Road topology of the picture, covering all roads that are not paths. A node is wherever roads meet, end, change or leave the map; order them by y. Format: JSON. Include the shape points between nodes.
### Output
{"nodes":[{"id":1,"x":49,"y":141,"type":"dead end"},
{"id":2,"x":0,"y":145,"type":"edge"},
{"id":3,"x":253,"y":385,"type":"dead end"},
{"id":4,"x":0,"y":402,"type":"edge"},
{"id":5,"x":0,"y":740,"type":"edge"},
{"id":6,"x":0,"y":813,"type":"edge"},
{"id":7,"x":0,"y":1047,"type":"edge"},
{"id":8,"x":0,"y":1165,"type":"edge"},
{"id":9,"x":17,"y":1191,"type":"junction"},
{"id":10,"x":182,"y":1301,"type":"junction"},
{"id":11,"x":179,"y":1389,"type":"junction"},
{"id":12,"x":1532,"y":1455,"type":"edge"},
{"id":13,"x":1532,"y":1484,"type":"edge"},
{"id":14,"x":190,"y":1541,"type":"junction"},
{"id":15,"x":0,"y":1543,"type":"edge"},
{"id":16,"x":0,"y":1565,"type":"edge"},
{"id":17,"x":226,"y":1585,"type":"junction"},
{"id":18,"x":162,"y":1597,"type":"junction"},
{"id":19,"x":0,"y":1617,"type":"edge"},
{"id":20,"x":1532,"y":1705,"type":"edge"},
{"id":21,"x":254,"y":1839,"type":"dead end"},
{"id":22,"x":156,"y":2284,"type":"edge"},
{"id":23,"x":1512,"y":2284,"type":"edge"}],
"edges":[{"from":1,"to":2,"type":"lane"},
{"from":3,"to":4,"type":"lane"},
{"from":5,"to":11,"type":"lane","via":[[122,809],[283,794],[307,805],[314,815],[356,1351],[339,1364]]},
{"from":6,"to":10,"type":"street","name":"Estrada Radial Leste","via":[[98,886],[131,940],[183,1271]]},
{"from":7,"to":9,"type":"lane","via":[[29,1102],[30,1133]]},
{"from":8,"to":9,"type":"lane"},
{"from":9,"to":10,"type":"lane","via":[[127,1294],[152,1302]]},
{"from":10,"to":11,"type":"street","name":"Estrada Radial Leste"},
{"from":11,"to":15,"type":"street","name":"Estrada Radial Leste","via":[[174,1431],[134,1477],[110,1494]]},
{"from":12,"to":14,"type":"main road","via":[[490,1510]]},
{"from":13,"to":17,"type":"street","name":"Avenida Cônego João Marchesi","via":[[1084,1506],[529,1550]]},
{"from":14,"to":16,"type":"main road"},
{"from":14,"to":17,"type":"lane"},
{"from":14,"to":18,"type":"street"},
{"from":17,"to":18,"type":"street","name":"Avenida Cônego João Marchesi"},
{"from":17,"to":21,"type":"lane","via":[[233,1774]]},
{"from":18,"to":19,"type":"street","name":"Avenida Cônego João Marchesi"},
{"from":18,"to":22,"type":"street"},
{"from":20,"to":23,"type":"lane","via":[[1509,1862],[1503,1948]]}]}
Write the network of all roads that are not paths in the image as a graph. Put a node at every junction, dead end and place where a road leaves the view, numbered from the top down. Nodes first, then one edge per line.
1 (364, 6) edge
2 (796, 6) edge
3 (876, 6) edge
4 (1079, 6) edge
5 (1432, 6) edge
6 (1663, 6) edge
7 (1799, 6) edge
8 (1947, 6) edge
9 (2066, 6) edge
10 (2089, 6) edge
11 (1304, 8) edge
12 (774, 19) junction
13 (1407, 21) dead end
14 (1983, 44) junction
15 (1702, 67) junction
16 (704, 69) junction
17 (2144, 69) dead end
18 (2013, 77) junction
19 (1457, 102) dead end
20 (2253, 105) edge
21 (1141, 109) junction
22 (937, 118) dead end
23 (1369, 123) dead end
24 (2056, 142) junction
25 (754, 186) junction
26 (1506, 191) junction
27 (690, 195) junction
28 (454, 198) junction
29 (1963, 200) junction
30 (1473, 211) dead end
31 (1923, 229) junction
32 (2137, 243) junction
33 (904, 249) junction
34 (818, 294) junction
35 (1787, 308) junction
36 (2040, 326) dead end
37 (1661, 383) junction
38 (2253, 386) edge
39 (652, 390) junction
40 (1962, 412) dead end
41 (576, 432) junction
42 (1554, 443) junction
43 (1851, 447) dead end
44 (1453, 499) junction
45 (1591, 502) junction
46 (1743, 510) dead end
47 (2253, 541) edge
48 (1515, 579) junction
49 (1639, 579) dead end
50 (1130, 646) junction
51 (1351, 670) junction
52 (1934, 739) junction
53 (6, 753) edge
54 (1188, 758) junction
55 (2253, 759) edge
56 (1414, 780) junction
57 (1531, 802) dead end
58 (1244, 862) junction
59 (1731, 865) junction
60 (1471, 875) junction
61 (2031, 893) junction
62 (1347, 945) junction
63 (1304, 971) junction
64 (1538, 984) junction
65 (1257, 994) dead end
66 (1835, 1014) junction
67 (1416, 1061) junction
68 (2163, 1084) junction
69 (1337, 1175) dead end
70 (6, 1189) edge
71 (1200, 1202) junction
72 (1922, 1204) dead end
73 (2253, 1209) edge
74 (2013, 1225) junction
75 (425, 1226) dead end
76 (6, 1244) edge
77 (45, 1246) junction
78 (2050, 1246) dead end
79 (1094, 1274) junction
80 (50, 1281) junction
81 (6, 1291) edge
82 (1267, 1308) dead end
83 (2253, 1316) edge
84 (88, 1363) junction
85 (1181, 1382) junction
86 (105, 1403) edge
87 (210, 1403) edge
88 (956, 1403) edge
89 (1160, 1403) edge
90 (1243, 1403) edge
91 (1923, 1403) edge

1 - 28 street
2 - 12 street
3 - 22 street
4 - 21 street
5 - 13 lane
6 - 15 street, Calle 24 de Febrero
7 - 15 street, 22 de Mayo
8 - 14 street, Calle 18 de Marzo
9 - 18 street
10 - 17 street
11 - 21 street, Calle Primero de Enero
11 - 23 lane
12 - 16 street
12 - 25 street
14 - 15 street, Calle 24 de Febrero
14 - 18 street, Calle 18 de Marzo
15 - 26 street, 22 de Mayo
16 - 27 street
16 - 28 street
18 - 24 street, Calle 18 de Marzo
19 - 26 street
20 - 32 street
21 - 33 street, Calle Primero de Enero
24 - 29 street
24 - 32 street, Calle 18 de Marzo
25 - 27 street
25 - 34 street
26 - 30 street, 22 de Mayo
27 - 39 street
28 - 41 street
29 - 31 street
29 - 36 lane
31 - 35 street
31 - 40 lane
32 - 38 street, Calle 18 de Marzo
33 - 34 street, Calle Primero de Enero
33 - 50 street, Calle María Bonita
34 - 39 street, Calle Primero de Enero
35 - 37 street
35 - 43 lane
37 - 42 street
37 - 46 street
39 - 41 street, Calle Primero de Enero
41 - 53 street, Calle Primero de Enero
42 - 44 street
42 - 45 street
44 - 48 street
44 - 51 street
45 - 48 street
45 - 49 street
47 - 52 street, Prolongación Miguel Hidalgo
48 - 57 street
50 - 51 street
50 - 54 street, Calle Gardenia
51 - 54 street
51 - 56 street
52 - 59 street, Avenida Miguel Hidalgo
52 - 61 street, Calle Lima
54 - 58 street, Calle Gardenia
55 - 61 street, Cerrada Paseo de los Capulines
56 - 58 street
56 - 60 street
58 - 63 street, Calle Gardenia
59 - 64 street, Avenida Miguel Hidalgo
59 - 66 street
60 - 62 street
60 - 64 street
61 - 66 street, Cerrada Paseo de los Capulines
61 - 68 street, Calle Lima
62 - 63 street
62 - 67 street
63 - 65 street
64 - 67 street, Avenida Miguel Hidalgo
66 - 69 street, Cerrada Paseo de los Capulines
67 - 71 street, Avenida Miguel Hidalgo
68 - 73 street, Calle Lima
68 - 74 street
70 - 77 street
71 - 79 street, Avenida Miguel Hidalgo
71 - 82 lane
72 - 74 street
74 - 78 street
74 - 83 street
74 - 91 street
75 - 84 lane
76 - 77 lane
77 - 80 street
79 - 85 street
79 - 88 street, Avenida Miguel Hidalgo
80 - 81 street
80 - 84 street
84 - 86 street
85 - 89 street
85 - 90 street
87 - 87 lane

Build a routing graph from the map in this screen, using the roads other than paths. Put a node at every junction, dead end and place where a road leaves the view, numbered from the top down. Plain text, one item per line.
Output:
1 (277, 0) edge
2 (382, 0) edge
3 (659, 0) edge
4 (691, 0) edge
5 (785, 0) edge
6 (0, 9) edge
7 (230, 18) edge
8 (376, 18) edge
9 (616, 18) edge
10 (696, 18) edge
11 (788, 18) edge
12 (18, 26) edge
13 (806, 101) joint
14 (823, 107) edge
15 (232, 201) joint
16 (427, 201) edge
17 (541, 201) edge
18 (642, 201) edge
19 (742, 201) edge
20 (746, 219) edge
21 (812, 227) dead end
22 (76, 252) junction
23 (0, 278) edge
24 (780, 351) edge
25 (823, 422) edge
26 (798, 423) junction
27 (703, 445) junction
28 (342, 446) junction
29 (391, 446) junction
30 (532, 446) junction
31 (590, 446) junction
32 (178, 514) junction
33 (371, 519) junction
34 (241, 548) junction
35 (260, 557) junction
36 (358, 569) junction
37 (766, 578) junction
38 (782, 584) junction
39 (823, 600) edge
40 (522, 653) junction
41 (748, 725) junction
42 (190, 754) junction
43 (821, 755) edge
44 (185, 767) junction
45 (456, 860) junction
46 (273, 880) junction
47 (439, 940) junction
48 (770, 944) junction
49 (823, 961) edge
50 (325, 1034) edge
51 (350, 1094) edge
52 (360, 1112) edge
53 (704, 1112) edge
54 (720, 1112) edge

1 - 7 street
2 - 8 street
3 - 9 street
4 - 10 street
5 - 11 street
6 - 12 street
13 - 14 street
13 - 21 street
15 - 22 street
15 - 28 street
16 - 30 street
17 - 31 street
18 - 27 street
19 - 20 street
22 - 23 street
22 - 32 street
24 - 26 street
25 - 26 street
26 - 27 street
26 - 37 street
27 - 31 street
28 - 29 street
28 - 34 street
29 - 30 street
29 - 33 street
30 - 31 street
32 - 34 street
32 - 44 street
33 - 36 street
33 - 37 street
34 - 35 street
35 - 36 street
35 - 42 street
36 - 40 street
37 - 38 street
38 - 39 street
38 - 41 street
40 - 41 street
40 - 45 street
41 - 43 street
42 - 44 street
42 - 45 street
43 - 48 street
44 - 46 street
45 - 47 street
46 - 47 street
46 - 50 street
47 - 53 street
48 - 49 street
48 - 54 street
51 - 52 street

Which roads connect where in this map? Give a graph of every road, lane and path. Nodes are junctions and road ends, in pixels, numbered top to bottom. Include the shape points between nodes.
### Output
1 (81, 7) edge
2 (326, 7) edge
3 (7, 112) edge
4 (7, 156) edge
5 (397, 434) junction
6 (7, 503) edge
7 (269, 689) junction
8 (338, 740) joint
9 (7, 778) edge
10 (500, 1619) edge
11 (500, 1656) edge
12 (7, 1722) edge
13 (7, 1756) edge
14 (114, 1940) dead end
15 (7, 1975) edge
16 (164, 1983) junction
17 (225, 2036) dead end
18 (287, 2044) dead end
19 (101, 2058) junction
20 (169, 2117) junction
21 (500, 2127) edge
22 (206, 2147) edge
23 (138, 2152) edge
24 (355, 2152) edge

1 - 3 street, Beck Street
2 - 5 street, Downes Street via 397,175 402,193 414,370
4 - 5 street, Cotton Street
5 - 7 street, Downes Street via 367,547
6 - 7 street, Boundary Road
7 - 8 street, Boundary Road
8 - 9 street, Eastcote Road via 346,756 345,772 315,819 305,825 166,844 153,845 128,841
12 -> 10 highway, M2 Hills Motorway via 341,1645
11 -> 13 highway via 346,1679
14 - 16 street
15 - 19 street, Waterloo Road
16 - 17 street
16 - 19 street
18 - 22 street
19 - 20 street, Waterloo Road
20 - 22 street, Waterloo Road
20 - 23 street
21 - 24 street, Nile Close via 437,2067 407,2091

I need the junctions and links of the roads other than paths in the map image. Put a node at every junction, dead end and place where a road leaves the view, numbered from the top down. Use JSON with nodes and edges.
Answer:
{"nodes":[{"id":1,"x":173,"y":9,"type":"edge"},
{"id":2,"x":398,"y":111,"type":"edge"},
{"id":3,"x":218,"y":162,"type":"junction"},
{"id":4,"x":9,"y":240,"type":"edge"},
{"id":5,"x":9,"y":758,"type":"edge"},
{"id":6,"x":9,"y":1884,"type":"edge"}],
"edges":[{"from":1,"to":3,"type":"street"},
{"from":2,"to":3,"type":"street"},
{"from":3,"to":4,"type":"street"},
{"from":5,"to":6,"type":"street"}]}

● EXERCISE OBJECTIVE: What you return must be an exact retyping of the lines above starting at the line with "Which roads connect" and ending at the line with "I need the junctions", and nothing besides.

● SOLUTION FOR THIS EXERCISE:
Which roads connect where in this map? Give a graph of every road, lane and path. Nodes are junctions and road ends, in pixels, numbered top to bottom. Include the shape points between nodes.
### Output
1 (81, 7) edge
2 (326, 7) edge
3 (7, 112) edge
4 (7, 156) edge
5 (397, 434) junction
6 (7, 503) edge
7 (269, 689) junction
8 (338, 740) joint
9 (7, 778) edge
10 (500, 1619) edge
11 (500, 1656) edge
12 (7, 1722) edge
13 (7, 1756) edge
14 (114, 1940) dead end
15 (7, 1975) edge
16 (164, 1983) junction
17 (225, 2036) dead end
18 (287, 2044) dead end
19 (101, 2058) junction
20 (169, 2117) junction
21 (500, 2127) edge
22 (206, 2147) edge
23 (138, 2152) edge
24 (355, 2152) edge

1 - 3 street, Beck Street
2 - 5 street, Downes Street via 397,175 402,193 414,370
4 - 5 street, Cotton Street
5 - 7 street, Downes Street via 367,547
6 - 7 street, Boundary Road
7 - 8 street, Boundary Road
8 - 9 street, Eastcote Road via 346,756 345,772 315,819 305,825 166,844 153,845 128,841
12 -> 10 highway, M2 Hills Motorway via 341,1645
11 -> 13 highway via 346,1679
14 - 16 street
15 - 19 street, Waterloo Road
16 - 17 street
16 - 19 street
18 - 22 street
19 - 20 street, Waterloo Road
20 - 22 street, Waterloo Road
20 - 23 street
21 - 24 street, Nile Close via 437,2067 407,2091

I need the junctions and links of the roads other than paths in the map image. Put a node at every junction, dead end and place where a road leaves the view, numbered from the top down. Use JSON with nodes and edges.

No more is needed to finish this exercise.